Once you get past the politics, the reality is that one sector of society reacts and the other sector may not get the revenue they desire.
As we look back over the last 25 years, I’m sure some will say I’m wrong. They will point to the 1993 partisan tax hike where the grand bipartisan bargain of 1986 was dramatically undone. How was it undone? Here’s how.
Two new marginal rates of 36% and 39.6% were added. Those rates were pushed up from the 31% rate that Congressional Democrats and Republican President George H.W. Bush agreed to in 1990. Under current policy those two marginal rates rest at 33% and 35%. That’s two and four percentage points above where they were in 1990.
And to listen to some on the left in the punditry you’d think these two marginal rates are the cause of the decline of Western Civilization. Yet they are significantly higher marginal rates than either the grand bargain of 1986 or the 1990 deal between Congress and President George H.W. Bush.
Some on the left will say, wait a minute. The surpluses of the late Clinton Administration were entirely attributable to the partisan 1993 tax hike. Unfortunately for them, the Clinton Administration’s Office of Management and Budget says differently.

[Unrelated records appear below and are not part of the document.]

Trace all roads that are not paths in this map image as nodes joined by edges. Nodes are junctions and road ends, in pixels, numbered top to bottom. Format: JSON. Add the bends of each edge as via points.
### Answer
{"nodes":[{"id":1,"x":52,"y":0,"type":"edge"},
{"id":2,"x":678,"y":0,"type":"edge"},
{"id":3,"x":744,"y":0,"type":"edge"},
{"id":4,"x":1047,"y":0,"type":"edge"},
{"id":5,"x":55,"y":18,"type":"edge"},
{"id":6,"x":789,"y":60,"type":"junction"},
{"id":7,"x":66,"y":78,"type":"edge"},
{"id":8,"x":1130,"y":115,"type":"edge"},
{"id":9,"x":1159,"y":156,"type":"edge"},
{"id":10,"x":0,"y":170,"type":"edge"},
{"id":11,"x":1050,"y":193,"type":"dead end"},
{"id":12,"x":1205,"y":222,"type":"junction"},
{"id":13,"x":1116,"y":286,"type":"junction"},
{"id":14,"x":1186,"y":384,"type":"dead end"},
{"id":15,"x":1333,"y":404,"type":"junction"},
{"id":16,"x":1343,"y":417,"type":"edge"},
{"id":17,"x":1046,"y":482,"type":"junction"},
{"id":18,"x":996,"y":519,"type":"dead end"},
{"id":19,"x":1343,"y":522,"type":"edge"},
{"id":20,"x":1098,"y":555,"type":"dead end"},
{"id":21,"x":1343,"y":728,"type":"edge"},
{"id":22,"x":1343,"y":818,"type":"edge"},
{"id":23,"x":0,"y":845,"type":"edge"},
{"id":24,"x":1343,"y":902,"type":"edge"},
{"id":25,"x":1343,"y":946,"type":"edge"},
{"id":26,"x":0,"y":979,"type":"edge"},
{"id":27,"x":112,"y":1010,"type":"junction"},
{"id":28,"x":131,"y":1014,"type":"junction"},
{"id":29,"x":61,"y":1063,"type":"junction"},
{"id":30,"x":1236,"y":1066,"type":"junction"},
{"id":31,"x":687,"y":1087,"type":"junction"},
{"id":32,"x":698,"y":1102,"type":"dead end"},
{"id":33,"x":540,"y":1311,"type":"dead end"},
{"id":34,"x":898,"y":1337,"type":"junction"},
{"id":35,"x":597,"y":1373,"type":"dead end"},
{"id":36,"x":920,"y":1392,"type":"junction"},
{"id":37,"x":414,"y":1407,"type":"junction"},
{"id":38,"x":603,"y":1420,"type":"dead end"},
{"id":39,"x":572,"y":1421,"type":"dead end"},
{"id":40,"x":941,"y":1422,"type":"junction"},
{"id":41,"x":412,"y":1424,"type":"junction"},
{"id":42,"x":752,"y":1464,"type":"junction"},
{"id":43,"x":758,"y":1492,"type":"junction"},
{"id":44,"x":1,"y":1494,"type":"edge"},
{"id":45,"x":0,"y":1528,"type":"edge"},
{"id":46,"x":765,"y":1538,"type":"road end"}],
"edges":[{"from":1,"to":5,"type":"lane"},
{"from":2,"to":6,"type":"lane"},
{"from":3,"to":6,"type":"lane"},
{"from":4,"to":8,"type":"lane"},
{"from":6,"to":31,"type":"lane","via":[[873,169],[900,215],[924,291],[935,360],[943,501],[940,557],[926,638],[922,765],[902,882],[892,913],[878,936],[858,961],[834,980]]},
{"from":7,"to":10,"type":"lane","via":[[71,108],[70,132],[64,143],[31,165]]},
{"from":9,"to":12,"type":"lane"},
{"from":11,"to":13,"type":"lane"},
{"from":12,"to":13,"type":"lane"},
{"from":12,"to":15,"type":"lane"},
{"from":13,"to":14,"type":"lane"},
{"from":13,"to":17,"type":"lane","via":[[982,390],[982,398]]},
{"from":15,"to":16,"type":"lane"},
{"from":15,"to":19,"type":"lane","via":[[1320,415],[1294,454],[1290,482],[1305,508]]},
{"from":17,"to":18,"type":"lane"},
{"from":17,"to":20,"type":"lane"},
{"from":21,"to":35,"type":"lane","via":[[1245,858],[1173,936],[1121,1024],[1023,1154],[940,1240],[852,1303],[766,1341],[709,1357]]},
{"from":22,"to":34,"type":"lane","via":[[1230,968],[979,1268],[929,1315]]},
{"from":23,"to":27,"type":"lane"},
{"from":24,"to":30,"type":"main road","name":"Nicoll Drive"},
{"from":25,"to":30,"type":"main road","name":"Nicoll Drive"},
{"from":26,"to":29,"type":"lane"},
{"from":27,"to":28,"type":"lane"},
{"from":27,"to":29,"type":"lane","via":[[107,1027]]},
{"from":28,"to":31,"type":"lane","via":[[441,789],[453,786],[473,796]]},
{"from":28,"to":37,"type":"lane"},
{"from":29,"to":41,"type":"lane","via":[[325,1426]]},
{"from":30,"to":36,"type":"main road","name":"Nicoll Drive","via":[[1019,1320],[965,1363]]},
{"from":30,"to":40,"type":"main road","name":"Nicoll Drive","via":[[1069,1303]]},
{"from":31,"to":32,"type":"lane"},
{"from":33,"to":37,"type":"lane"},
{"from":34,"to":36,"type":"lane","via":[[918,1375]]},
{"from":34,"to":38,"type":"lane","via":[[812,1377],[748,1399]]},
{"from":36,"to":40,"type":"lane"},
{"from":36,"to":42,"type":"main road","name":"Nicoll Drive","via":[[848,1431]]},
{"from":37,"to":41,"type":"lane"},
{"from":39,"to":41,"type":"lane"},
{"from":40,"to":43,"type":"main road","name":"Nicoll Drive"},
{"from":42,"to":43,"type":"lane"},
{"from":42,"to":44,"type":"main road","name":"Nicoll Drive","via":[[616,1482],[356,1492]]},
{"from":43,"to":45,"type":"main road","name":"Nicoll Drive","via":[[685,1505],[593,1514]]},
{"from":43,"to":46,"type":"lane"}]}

OMB concluded those tax increases were a minor factor in the surpluses that appeared at the end of the 1990’s.
Here’s a chart that demonstrates it. Only thirteen percent of the deficit reduction in the 1990’s was attributable to the partisan tax hike.
Or we might hear some on the left say I’m wrong because all fiscal calamities of this decade were attributable to the 2001 and 2003 tax relief plans.
Again, fiscal facts suggest otherwise. According to the CBO, only 25% of the fiscal change in the last decade was attributable to the 2001 and 2003 tax relief plans.
While marginal rates have gone up significantly since tax reform, another big change has occurred. Tax expenditures have grown.
The pamphlet produced by the Joint Committee on Taxation catalogs the growth. As an aside, unlike spending, tax expenditures generally grow as tax rates grow. With rates rising considerably since 1986, there’s growth attributable to that factor. On the other hand, lower marginal rates will reduce the tax expenditures related to those rates.
Tax expenditures do affect the tax base. Refundable credits have proliferated for low-income folks. Middle-income people have more benefits though they’re subject to complicated phase-outs and the nightmare of the Alternative Minimum Tax (“AMT”). Higher income people are also using some tax expenditures, including many designed to ultimately benefit lower income people.
History also has not been kind to the simpler structure of the 1986 reform.
Mr. Chairman, I’m pleased to hear the testimony of these distinguished former Assistant Secretaries of Tax Policy. Hopefully, they can help us find a path back to President Reagan’s criteria of fairness, growth, and simplicity.